DIRECTIONS:
All lines holding the string "numbered" should be copied from the data below.

[Stored items]
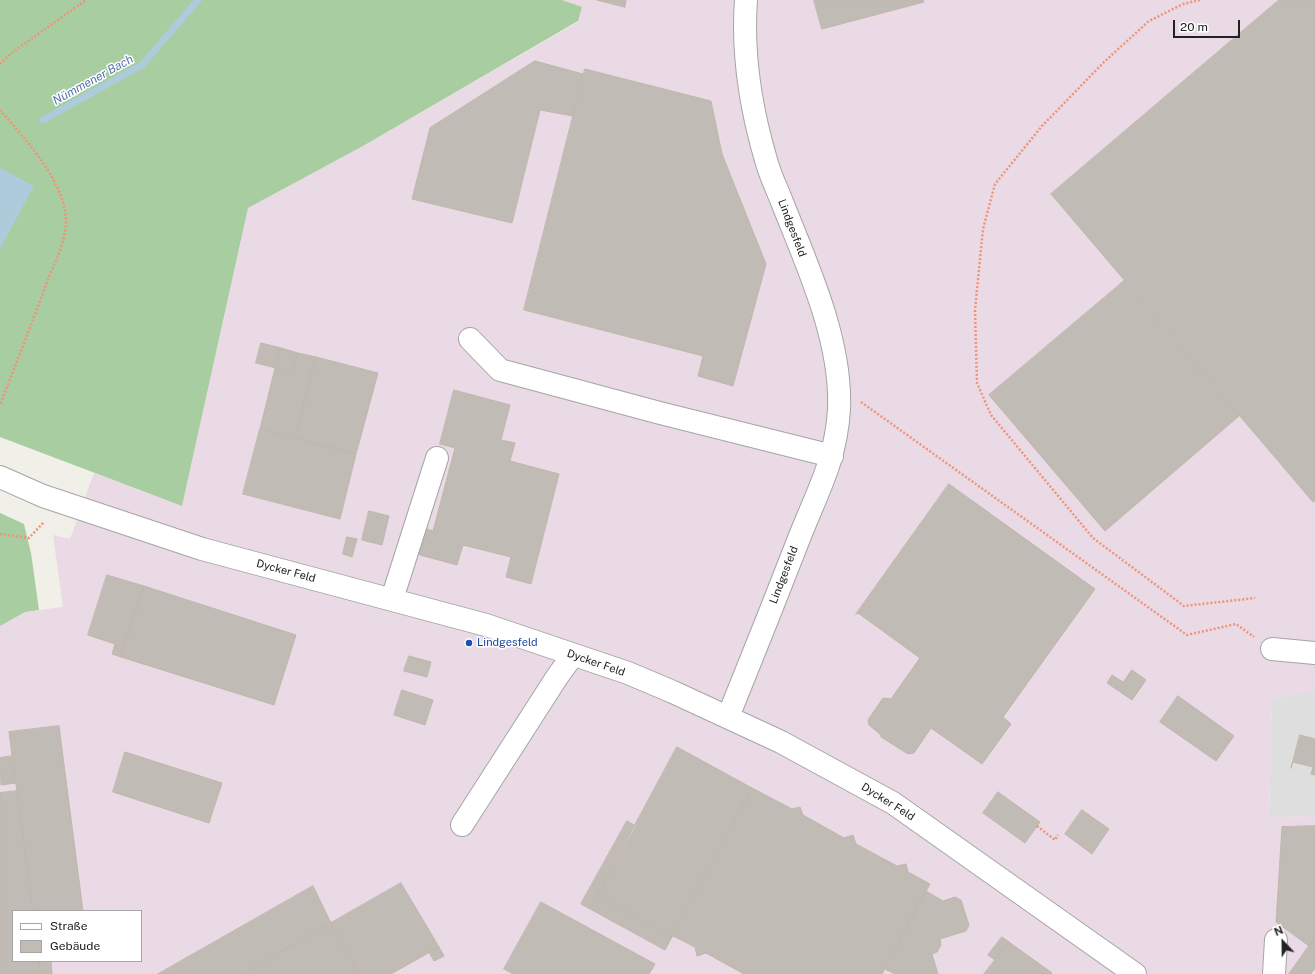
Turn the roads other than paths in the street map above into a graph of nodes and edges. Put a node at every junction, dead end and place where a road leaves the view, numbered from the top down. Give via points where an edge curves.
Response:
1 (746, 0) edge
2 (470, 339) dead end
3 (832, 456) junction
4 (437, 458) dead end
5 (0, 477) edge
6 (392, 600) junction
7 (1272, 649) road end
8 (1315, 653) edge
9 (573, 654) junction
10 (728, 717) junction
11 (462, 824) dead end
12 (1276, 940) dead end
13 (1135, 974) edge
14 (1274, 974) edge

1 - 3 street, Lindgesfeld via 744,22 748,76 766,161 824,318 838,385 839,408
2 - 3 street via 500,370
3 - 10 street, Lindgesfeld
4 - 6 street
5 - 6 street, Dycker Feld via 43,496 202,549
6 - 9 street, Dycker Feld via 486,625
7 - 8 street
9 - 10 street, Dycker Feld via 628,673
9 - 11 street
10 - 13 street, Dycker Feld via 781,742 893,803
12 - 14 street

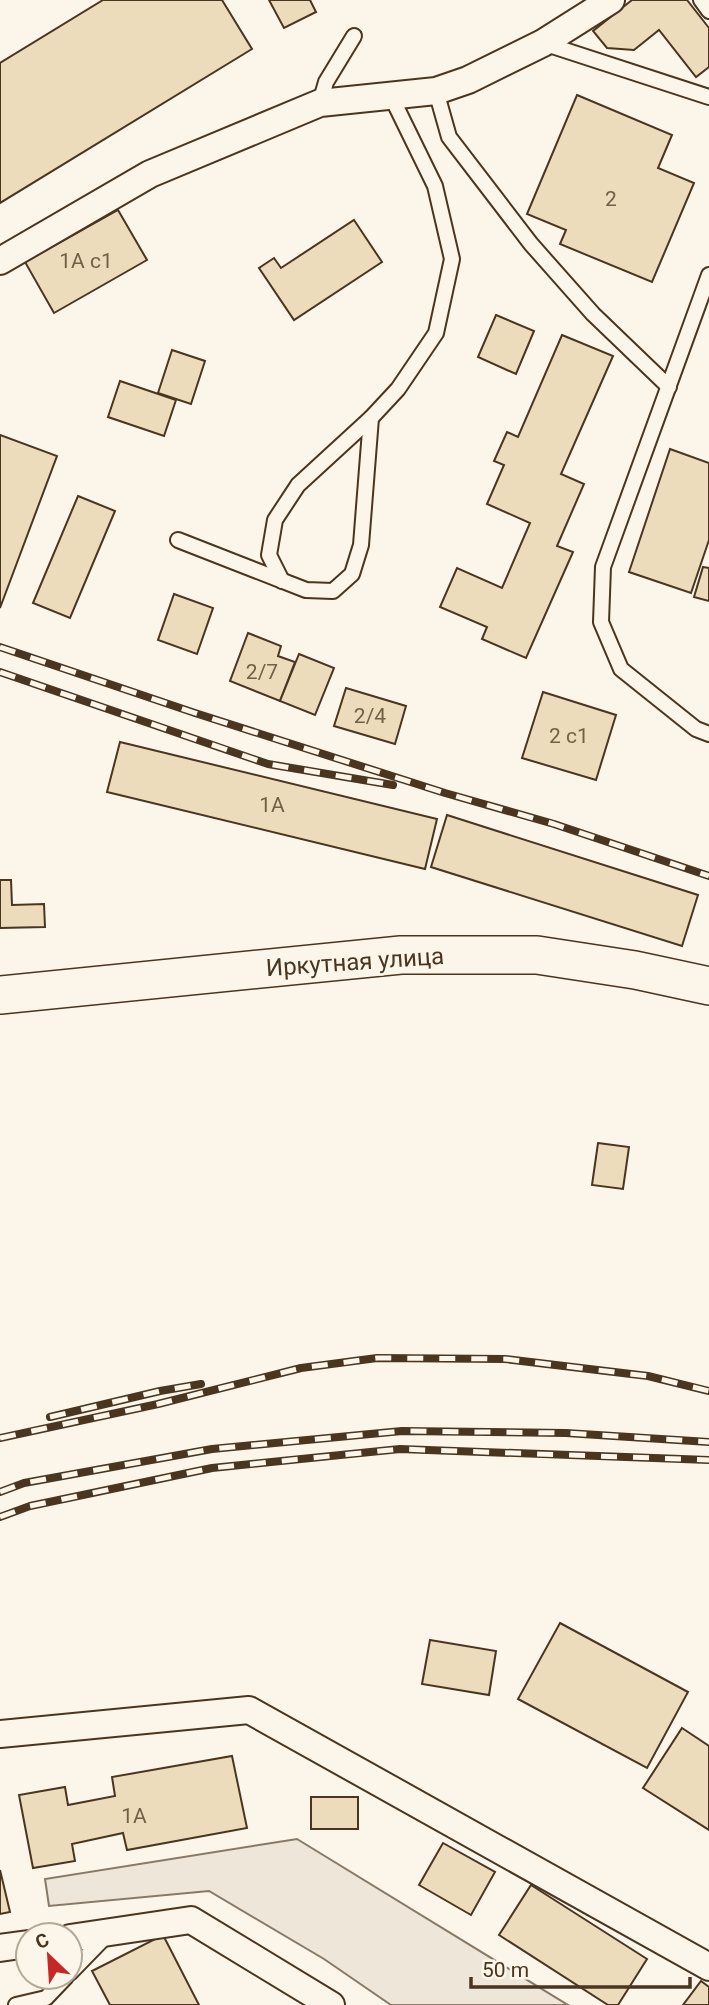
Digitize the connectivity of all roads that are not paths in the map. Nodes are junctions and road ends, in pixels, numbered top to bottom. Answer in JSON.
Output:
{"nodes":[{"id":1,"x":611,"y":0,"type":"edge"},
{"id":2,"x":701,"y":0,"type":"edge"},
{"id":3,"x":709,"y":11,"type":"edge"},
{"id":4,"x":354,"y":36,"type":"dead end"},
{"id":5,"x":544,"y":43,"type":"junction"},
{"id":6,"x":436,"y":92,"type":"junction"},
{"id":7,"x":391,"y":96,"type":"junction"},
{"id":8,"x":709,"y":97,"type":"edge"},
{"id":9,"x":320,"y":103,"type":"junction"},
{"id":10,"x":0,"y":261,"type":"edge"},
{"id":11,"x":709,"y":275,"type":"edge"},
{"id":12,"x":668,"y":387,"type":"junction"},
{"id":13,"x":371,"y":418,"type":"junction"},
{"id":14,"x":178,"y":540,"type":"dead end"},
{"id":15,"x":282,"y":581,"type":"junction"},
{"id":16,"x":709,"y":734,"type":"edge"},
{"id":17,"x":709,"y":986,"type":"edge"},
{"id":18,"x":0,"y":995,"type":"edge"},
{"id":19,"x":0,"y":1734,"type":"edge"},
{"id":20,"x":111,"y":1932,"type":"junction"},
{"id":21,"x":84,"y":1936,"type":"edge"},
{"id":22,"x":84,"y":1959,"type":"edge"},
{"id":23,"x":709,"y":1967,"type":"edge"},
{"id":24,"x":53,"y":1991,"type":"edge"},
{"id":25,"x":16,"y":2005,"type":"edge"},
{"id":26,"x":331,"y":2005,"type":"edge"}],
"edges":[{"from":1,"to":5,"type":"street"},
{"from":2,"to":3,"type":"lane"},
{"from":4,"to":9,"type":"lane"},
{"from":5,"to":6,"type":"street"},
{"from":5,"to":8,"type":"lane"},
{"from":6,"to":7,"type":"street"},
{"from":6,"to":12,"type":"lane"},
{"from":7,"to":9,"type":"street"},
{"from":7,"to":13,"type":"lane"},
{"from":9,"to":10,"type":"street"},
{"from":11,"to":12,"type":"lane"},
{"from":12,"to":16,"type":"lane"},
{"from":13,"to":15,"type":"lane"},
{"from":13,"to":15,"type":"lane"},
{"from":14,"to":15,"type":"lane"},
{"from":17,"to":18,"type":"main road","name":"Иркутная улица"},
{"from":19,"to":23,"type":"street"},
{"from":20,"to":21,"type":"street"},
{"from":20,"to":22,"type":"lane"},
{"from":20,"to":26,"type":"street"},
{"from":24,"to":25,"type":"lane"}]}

TASK SOLUTION:
Turn the roads other than paths in the street map above into a graph of nodes and edges. Put a node at every junction, dead end and place where a road leaves the view, numbered from the top down. Give via points where an edge curves.
Digitize the connectivity of all roads that are not paths in the map. Nodes are junctions and road ends, in pixels, numbered top to bottom. Answer in JSON.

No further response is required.